The mechanism underlying EA therapy can improve oocyte maturation is not certain. However, it is known that acupuncture and EA therapy can inhibit pain perception by increasing several neurotransmitters, such as β-endorphins. The relationship between central endorphin and reproductive function involves a direct and indirect relationship to GnRH that affects LH and FSH.35 The effect of acupuncture on primary ovarian insufficiency (POI) indicates that acupuncture can modulate the HPOA by regulating FSH, LH, and estrogen.31,36

In addition to the hypothesis concerning the HPOA, modulation of autonomic-nerve function was also proposed as the reason acupuncture produces a therapeutic effect on reproductive disorders. A review of the showed that acupuncture stimulation in the sacral nerve region—that forms the pelvic and autonomic nerves that innervate the organs in the lower abdominal area—can increase vagal activity and suppress sympathetic activity.37 In 2 studies, EA in the lower abdomen increased ovarian blood flow.33,38 Other researchers found that acupuncture increased IGF-1 levels in the endometrium and follicular fluid, and also improved egg and embryo quality.10,39 Other studies showed that acupuncture regulated levels of VEGF, interleukin (IL)–15, and IL-18 in rats given COS.40 It is known that IGF-1 and VEGF are both survival factors that play a role in the antiapoptotic pathway, resulting in increased oocyte maturation and decreased granulosa-cell apoptosis.
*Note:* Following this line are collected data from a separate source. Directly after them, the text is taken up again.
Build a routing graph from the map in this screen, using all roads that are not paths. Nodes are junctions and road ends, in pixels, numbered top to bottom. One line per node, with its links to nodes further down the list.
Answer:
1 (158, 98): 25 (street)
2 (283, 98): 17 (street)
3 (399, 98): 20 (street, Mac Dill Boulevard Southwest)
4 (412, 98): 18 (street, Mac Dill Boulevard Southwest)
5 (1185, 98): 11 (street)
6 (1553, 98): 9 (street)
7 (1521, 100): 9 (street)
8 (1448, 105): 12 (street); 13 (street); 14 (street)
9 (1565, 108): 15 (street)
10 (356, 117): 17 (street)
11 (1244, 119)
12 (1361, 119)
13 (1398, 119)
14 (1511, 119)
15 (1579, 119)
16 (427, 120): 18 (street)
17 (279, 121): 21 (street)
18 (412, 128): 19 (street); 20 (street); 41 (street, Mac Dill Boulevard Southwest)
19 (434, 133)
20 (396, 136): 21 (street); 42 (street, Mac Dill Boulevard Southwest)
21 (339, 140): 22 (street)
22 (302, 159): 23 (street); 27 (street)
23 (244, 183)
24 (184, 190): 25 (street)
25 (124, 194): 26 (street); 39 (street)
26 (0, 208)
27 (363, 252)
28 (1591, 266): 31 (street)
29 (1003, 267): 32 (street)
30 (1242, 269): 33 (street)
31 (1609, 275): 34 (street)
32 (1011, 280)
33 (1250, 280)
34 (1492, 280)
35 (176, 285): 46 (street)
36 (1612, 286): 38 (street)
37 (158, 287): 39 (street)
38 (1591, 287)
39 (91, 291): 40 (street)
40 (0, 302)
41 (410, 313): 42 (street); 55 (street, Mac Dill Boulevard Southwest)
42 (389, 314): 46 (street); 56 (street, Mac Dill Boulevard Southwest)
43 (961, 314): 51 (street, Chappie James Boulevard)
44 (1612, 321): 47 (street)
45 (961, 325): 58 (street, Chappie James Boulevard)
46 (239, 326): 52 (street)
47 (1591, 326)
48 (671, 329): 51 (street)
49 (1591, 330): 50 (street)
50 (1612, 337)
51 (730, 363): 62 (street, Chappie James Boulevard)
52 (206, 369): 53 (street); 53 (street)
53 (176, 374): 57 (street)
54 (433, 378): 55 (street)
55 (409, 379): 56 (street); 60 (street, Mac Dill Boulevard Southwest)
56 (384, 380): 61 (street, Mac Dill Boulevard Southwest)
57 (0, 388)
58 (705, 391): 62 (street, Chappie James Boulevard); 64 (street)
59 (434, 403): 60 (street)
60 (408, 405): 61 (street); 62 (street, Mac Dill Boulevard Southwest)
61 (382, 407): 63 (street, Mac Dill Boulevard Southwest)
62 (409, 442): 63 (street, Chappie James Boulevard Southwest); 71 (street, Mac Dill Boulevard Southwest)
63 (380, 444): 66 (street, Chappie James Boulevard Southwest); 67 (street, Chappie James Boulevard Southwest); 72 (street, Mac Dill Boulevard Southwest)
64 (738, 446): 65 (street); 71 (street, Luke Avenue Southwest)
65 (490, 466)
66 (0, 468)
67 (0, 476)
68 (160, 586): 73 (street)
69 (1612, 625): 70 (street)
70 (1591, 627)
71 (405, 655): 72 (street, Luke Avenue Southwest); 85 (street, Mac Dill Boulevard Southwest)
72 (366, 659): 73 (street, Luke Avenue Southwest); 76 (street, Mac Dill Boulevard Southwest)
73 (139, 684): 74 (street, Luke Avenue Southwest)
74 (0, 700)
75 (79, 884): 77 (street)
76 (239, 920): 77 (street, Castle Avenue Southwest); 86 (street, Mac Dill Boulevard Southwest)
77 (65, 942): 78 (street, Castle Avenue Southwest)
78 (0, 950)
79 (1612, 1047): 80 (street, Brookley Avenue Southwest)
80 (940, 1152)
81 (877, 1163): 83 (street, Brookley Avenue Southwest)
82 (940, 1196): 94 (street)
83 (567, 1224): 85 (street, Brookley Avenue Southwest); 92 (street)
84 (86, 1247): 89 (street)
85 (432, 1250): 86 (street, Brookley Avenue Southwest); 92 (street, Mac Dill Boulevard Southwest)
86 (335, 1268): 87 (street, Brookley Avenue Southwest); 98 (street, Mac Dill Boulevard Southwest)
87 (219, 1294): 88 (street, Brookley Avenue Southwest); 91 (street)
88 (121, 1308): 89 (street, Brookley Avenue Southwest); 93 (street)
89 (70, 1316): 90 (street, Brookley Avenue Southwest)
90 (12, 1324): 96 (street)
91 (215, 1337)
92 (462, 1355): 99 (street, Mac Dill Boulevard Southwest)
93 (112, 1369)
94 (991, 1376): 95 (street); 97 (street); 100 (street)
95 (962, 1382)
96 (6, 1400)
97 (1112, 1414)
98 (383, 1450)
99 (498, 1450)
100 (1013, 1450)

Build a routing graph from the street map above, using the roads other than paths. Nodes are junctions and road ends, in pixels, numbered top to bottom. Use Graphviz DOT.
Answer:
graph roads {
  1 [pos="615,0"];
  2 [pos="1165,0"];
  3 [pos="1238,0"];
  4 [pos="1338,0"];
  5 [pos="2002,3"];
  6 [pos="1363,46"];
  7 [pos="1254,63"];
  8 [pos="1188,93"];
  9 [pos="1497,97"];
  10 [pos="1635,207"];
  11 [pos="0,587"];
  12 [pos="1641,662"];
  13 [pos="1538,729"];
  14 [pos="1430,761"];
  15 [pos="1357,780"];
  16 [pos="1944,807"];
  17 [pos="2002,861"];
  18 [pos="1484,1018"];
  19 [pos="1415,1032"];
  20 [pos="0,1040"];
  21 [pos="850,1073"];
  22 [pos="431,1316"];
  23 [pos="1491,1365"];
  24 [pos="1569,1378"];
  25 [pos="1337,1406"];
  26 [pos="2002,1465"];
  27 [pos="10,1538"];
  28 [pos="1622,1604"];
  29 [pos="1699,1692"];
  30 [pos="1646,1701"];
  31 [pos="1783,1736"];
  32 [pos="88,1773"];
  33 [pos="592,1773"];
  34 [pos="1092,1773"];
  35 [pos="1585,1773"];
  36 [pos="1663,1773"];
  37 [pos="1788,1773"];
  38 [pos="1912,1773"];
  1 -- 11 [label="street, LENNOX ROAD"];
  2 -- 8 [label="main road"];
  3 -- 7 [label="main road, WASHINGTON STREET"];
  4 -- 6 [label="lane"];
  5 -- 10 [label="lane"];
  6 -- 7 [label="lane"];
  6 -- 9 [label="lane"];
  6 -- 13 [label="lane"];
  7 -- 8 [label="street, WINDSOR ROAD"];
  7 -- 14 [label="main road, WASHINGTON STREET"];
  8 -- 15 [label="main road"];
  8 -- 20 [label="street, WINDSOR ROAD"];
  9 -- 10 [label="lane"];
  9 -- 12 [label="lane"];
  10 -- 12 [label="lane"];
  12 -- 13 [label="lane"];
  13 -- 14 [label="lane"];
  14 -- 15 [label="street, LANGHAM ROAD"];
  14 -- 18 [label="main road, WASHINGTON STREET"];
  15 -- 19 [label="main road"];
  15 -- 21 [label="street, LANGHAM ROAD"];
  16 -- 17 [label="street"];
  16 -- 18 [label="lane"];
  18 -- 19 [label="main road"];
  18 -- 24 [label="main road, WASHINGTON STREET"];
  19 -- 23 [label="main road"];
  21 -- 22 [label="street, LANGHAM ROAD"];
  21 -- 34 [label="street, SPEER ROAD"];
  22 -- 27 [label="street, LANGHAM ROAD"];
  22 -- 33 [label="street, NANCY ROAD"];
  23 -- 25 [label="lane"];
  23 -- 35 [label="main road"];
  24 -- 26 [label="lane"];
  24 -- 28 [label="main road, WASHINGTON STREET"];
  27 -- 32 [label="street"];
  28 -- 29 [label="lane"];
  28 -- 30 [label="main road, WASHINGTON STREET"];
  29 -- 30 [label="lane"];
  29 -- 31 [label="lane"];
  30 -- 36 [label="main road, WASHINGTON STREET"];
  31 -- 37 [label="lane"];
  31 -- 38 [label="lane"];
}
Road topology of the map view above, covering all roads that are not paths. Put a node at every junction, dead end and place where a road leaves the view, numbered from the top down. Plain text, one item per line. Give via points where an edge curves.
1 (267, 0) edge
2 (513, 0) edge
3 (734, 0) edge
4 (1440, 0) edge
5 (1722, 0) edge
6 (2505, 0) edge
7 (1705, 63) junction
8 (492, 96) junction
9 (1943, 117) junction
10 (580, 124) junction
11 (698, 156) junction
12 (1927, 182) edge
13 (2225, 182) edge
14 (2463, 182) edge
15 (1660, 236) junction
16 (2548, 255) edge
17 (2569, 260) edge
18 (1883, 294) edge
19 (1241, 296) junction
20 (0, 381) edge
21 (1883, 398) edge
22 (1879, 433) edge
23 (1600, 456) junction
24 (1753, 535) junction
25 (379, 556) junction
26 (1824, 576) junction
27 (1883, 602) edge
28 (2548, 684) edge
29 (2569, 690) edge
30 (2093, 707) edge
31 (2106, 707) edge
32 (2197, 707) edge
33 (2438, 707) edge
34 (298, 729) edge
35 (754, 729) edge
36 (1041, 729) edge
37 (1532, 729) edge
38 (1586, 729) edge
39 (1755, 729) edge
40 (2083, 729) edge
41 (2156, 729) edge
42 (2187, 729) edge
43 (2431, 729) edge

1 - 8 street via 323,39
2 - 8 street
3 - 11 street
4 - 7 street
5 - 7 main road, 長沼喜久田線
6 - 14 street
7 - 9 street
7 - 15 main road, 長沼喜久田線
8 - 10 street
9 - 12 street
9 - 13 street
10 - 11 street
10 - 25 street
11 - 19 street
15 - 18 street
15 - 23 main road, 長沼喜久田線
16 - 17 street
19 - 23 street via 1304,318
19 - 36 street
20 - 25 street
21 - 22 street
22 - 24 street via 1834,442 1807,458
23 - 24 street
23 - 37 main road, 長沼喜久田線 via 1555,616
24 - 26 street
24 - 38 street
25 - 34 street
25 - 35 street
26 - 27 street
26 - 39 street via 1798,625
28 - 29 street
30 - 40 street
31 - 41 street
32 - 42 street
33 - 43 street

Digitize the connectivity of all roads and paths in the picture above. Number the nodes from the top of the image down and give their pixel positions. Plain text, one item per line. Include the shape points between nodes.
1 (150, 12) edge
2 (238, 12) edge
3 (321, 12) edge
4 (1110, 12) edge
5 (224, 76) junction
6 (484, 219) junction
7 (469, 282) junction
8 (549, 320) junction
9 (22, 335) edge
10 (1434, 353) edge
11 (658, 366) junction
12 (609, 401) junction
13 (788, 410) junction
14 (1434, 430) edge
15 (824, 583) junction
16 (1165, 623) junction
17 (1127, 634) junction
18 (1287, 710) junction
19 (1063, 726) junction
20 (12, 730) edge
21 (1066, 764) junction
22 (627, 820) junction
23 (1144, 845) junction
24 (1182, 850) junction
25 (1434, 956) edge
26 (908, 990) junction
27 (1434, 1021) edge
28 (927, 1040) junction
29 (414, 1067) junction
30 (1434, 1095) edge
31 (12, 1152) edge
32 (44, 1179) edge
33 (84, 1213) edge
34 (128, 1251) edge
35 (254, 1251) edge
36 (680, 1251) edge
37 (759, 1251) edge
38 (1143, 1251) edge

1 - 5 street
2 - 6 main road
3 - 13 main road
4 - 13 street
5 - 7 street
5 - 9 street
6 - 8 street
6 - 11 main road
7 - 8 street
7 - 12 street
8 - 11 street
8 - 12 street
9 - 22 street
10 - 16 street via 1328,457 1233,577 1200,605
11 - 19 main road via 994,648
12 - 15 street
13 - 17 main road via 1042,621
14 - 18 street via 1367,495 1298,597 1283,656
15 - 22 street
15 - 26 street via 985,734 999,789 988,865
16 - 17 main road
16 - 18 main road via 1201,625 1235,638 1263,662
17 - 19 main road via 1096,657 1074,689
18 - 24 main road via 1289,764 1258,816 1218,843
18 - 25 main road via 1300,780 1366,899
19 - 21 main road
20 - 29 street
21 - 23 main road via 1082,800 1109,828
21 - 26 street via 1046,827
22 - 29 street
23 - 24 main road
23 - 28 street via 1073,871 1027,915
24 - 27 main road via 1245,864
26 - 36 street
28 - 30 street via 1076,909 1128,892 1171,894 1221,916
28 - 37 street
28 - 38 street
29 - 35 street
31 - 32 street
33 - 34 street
Limitations of this study were: (1) granulosa cells originating from small-diameter follicles and large-diameter follicles, when oocytes were retrieved, were not analyzed separately; (2) patients had heterogeneous diagnoses of their infertility; (3) there are no data on whether the patients had repetitive IVF or if this was their first attempts; (4) there are no data on whether the patients used Chinese herbal medicine or not. Further research with larger sizes and other biomarker outcomes is needed.

Conclusions

Verum EA might increase the oocyte maturation index, the rate of fertilization, and decrease the apoptosis index (Bax/Bcl-2 ratio) in granulosa cells compared to sham EA in IVF programs.

Acknowledgments

The authors would like to show their gratitude to Dr. Andon Hestiantoro (Department of Obstetrics and Gynecology, Faculty of Medicine, Universitas Indonesia), who provided insight and expertise to assist the research greatly. The authors thank Drs. Hasan Mihardja, MD, PhD, and Adiningsih Srilestari, MD, PhD (Department of Medical Acupuncture, Faculty of Medicine, Universitas Indonesia) for their guidance and encouragement. The authors thank all the clinicians and staff members of the Division of Reproductive Endocrinology and Infertility (Department of Obstetrics and Gynecology, Faculty of Medicine, Universitas Indonesia) for providing the opportunity to do this research, and also the nurses for their kind help at the research site. Thanks are extended to Naylah Muna, a laboratory assistant, for her cooperation throughout the research period. Finally, the authors also thank Dwi Rachma Helianthi, MD (Department of Medical Acupuncture, Faculty of Medicine, Universitas Indonesia), for a valuable discussion and for feedback.

Author Disclosure Statement

No competing financial interests exist.

Funding Information

The authors received no financial support for the research and authorship involved with this article.